China’s efforts to reclaim sovereignty over the development and use of cable telegraphs has escaped the attention of historians of modern China. Yet this was not merely a technical issue; it involved a multi-layered process of international negotiation, replete with political and cultural tensions. This seminar examines China’s interactions and rivalries with three foreign cable companies from the late Qing period to the end of World War II. It analyses the development of China’s cable telegraph system in four phases—the competition of central and local governments during the late Qing period; the intra-clique struggle of the early Republic and the warlord era; the rivalry of the party, military, and the state during the Nanjing decade; and the direct conflict between China and Japan during wartime.

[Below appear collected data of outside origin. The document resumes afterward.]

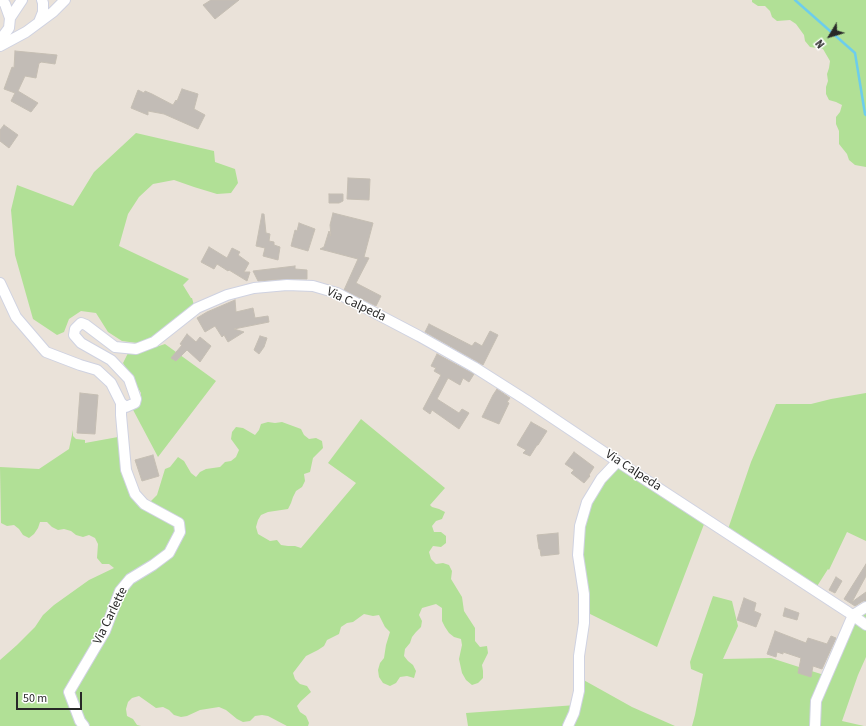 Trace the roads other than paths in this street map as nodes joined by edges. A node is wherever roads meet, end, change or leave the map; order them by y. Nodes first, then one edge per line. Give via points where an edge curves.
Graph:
1 (2, 0) edge
2 (22, 0) edge
3 (42, 0) edge
4 (65, 0) edge
5 (10, 18) junction
6 (39, 22) junction
7 (0, 40) edge
8 (0, 46) edge
9 (0, 283) edge
10 (121, 403) junction
11 (618, 461) junction
12 (866, 607) edge
13 (853, 615) junction
14 (866, 625) edge
15 (84, 726) edge
16 (568, 726) edge
17 (815, 726) edge

1 - 5 street
2 - 5 street
3 - 6 street via 43,12
4 - 6 street
5 - 7 street via 9,28
6 - 8 street
9 - 10 street via 16,317 46,352 97,370 111,383
10 - 11 street, Via Calpeda via 126,407 135,403 136,399 128,379 111,360 81,343 74,335 74,329 81,323 115,347 136,349 154,342 198,308 227,295 254,288 313,286 336,293 474,367
10 - 15 street, Via Carlette via 126,470 135,494 144,504 179,523 180,532 169,553 130,579 120,591 105,631 69,692
11 - 13 street, Via Calpeda
11 - 16 street via 601,478 587,502 580,526 578,555 584,594 584,623 579,656 579,691
12 - 13 street
13 - 14 street, Via Calpeda
13 - 17 street via 816,701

The seminar argues that existing political tensions played a crucial role in shaping how China’s cable policies were devised. In this context, ideologies of imperialism and nationalism provided the rhetorical basis for diverse interest groups to advance their respective agendas.
About the Speaker
Wei Shuge is a postdoctoral fellow in the School of Culture, History and Language, ANU. Her research interests include China’s media history, Sino-Japanese War and memory, political culture of the Kuomintang government, and grassroots movements in Taiwan and China. She published in distinguished journals including Modern Asian Studies and Twentieth-Century China. She is the author of News under Fire: China’s Propaganda against Japan in the English-Language Press, 1928–1941, published by Hong Kong University Press in March 2017. She is a research associate of Heidelberg University and Shih Hsin University in Taiwan.